§ Work instructions:
Wherever the word "Münchener" appears in a line of the data, that line should be copied.

╭─ Exercise inputs

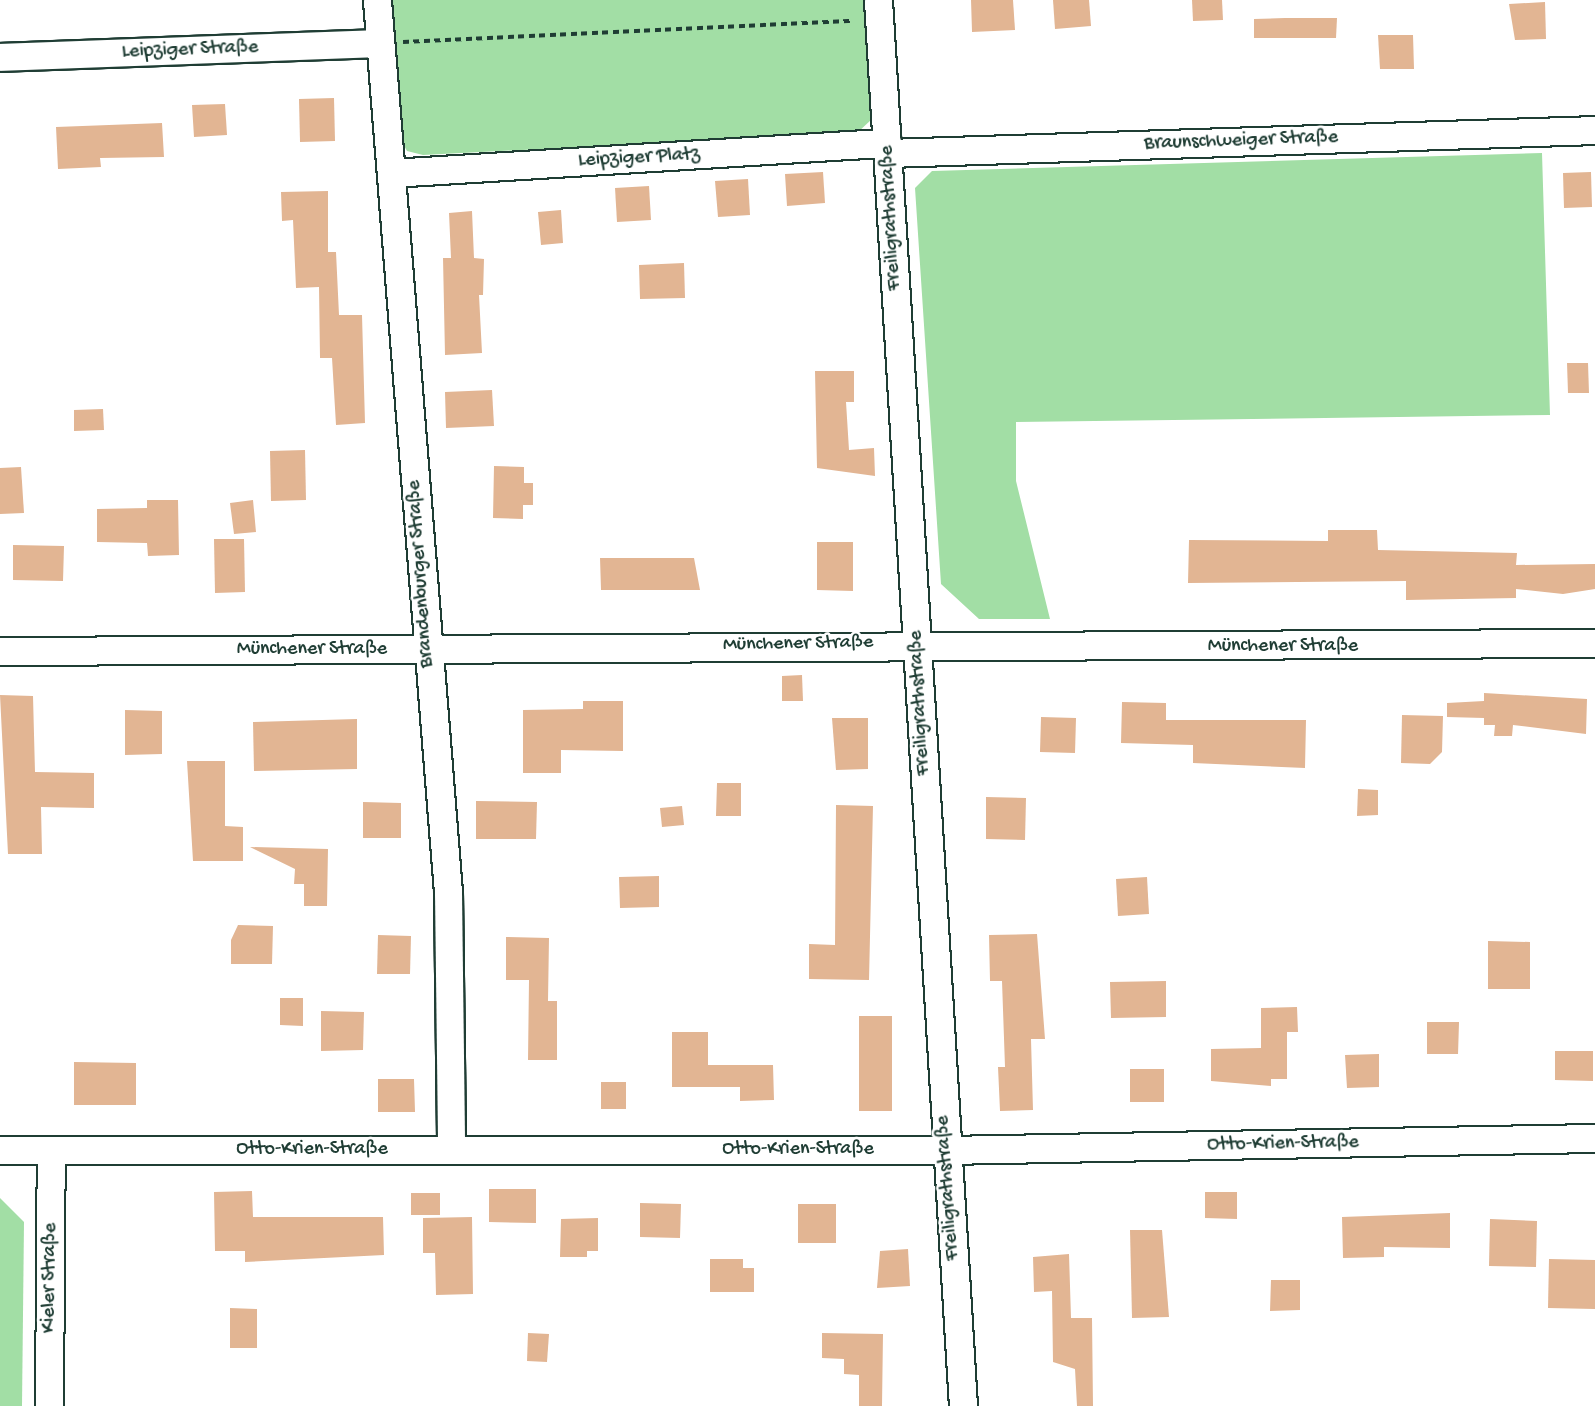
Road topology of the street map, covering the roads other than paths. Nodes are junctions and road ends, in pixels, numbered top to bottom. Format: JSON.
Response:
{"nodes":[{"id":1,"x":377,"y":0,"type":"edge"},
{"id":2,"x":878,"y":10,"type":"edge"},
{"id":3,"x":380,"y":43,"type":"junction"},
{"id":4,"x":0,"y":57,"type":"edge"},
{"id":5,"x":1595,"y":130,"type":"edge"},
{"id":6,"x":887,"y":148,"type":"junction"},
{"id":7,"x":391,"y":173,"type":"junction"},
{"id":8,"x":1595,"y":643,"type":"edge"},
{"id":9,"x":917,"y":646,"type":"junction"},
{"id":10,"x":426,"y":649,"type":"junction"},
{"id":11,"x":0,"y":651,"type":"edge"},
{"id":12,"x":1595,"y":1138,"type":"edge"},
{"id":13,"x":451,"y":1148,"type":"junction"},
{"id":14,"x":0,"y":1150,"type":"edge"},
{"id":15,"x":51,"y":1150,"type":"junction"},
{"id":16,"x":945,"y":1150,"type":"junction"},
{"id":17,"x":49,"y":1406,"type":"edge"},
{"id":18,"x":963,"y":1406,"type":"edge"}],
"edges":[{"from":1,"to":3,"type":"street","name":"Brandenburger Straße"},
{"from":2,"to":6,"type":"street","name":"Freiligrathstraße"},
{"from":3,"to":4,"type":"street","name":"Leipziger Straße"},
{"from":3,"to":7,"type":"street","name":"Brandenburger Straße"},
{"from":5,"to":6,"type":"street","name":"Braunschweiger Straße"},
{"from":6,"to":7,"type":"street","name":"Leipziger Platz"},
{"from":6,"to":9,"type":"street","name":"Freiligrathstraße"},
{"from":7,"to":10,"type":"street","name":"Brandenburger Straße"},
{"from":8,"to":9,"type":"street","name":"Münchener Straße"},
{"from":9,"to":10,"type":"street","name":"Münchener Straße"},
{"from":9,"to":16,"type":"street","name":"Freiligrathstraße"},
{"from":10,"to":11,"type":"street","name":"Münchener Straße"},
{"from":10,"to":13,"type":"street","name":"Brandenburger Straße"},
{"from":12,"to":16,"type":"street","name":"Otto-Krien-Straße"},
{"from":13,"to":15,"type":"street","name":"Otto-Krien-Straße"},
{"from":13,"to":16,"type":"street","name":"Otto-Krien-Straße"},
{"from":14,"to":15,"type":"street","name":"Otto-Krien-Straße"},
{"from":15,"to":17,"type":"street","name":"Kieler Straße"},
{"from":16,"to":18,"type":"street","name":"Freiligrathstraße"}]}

╰─
╭─ Exercise inputs

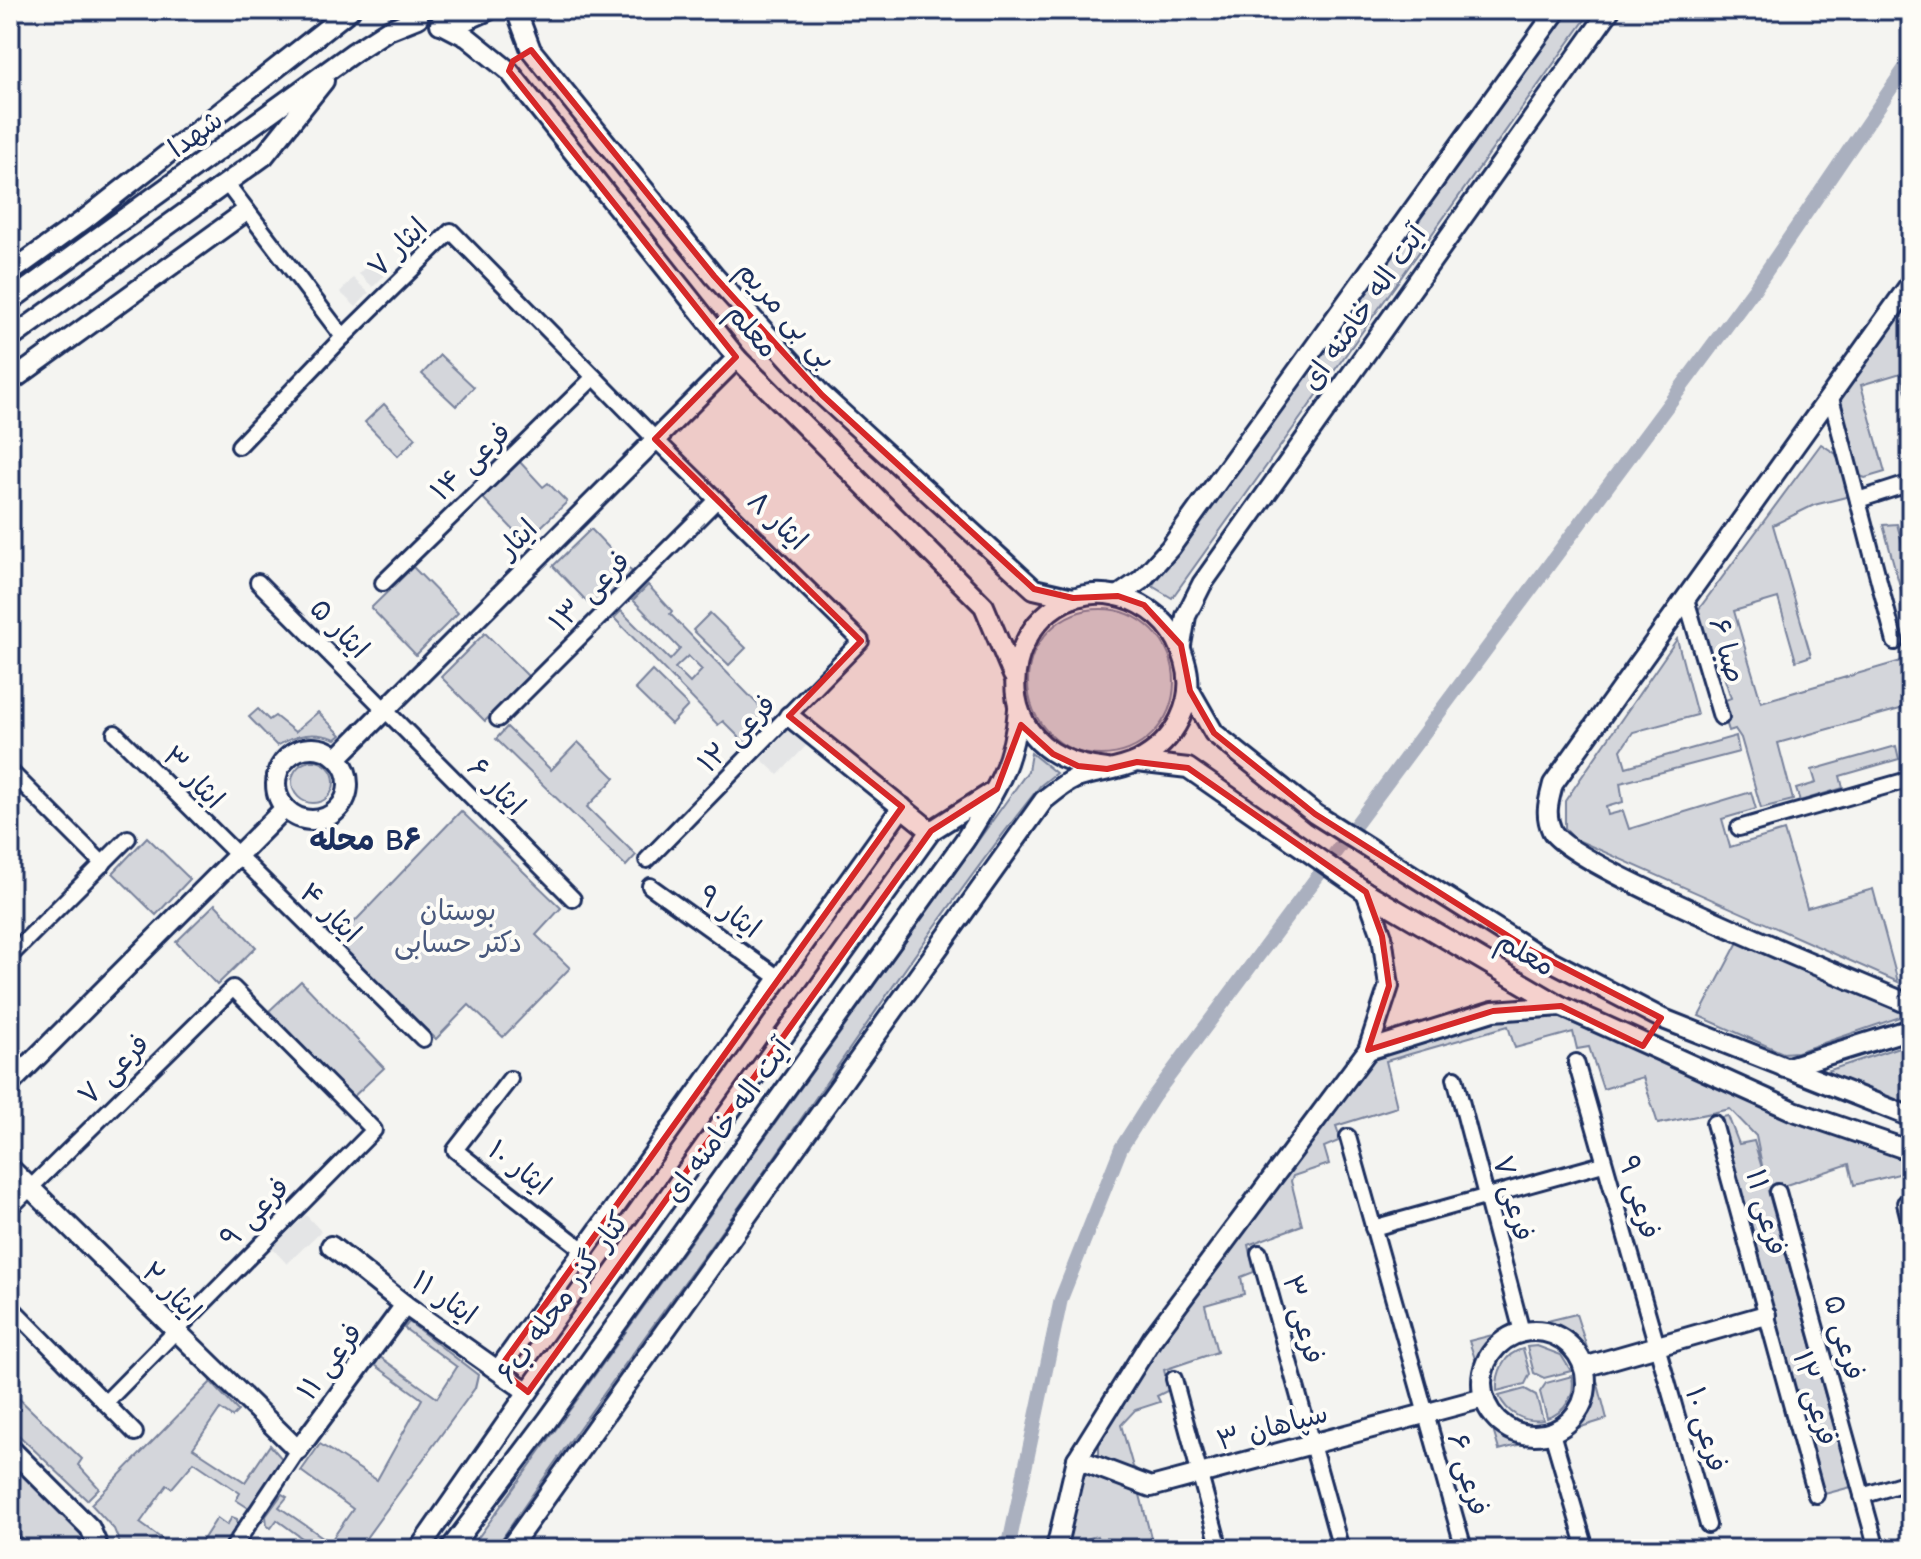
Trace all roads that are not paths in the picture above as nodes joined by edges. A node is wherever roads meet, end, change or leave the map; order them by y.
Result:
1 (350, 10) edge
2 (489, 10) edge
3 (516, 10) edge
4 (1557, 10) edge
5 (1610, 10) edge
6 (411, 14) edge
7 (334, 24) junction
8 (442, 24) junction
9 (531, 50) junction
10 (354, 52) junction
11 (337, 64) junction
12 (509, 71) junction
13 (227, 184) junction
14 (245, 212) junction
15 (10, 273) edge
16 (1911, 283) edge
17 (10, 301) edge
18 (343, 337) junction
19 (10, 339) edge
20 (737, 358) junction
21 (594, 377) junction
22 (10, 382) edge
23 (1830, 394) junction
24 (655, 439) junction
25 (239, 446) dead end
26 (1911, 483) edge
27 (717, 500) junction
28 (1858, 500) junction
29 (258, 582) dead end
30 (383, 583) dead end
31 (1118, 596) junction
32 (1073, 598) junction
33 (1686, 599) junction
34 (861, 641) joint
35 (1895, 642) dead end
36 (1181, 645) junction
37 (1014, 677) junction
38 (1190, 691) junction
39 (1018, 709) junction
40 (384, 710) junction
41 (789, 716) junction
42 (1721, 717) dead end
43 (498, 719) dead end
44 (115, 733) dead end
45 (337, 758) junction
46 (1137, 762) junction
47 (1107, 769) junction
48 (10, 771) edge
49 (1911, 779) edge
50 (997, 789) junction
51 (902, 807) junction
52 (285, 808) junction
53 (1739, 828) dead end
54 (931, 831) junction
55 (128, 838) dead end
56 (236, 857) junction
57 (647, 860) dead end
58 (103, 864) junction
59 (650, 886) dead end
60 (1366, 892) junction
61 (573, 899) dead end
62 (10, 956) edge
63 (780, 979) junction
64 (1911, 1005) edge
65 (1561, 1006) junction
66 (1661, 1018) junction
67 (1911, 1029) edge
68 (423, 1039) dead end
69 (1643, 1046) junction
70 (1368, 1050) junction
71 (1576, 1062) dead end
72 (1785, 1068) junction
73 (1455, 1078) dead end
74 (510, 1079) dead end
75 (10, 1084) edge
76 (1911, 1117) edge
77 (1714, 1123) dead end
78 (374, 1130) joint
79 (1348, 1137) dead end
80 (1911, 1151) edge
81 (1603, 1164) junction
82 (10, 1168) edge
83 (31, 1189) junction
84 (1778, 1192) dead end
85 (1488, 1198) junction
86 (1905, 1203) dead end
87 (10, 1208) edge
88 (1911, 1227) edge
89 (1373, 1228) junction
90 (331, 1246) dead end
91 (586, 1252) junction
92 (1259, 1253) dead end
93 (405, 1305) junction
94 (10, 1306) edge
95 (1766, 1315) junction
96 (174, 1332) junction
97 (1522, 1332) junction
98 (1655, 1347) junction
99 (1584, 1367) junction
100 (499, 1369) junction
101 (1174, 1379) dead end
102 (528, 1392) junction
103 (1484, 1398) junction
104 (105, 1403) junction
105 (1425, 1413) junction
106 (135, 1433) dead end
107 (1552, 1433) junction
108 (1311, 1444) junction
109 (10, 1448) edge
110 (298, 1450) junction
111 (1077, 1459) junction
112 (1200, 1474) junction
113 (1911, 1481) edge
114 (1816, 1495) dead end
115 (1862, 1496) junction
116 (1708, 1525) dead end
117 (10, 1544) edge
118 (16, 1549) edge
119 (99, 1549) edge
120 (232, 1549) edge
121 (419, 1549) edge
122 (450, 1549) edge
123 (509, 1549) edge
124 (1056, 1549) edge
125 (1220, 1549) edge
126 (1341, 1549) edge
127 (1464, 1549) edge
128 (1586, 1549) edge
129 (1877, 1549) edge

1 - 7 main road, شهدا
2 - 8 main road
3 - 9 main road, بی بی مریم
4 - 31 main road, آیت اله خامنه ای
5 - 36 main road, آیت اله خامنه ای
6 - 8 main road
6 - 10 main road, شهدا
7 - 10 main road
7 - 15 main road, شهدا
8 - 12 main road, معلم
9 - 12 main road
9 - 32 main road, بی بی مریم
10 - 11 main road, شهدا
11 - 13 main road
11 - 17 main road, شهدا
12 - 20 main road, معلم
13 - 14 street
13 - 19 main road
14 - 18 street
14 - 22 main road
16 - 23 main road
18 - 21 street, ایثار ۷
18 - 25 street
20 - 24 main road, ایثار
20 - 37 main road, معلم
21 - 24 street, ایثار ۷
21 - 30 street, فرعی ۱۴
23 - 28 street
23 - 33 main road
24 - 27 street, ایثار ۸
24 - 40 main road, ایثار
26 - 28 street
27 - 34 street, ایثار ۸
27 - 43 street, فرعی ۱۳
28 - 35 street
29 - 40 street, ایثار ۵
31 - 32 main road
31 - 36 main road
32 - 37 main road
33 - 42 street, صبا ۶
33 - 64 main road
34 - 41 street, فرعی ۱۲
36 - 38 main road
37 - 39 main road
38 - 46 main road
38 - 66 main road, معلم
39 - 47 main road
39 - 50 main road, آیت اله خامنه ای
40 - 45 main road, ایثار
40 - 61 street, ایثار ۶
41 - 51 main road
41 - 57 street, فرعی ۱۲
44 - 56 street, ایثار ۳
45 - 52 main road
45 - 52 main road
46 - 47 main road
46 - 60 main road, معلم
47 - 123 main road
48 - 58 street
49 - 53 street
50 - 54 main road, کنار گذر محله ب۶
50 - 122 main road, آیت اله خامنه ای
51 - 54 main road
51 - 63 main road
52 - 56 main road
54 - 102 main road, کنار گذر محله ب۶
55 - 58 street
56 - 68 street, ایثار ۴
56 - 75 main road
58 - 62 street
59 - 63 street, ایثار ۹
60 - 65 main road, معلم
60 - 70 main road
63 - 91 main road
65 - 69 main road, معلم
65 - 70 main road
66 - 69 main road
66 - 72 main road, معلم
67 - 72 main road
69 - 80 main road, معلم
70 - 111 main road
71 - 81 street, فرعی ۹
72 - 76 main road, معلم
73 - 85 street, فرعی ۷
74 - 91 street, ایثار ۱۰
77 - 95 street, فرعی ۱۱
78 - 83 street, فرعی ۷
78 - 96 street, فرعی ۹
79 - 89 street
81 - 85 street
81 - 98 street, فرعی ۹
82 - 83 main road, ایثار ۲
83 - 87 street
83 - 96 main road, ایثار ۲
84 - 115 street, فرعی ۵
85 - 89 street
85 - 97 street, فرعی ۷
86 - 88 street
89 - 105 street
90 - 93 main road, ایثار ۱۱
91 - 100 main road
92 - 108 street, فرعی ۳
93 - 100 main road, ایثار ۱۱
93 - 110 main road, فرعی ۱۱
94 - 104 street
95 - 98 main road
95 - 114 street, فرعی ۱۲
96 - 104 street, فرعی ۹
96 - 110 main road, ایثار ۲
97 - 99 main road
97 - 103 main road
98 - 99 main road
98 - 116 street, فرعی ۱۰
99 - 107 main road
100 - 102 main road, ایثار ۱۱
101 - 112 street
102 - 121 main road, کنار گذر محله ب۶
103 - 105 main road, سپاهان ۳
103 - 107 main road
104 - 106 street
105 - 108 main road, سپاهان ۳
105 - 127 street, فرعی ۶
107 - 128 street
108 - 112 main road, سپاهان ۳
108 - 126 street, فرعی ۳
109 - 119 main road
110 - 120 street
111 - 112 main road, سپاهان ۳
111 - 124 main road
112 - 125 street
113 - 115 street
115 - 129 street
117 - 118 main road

╰─

§ Problem solution:
{"from":8,"to":9,"type":"street","name":"Münchener Straße"},
{"from":9,"to":10,"type":"street","name":"Münchener Straße"},
{"from":10,"to":11,"type":"street","name":"Münchener Straße"},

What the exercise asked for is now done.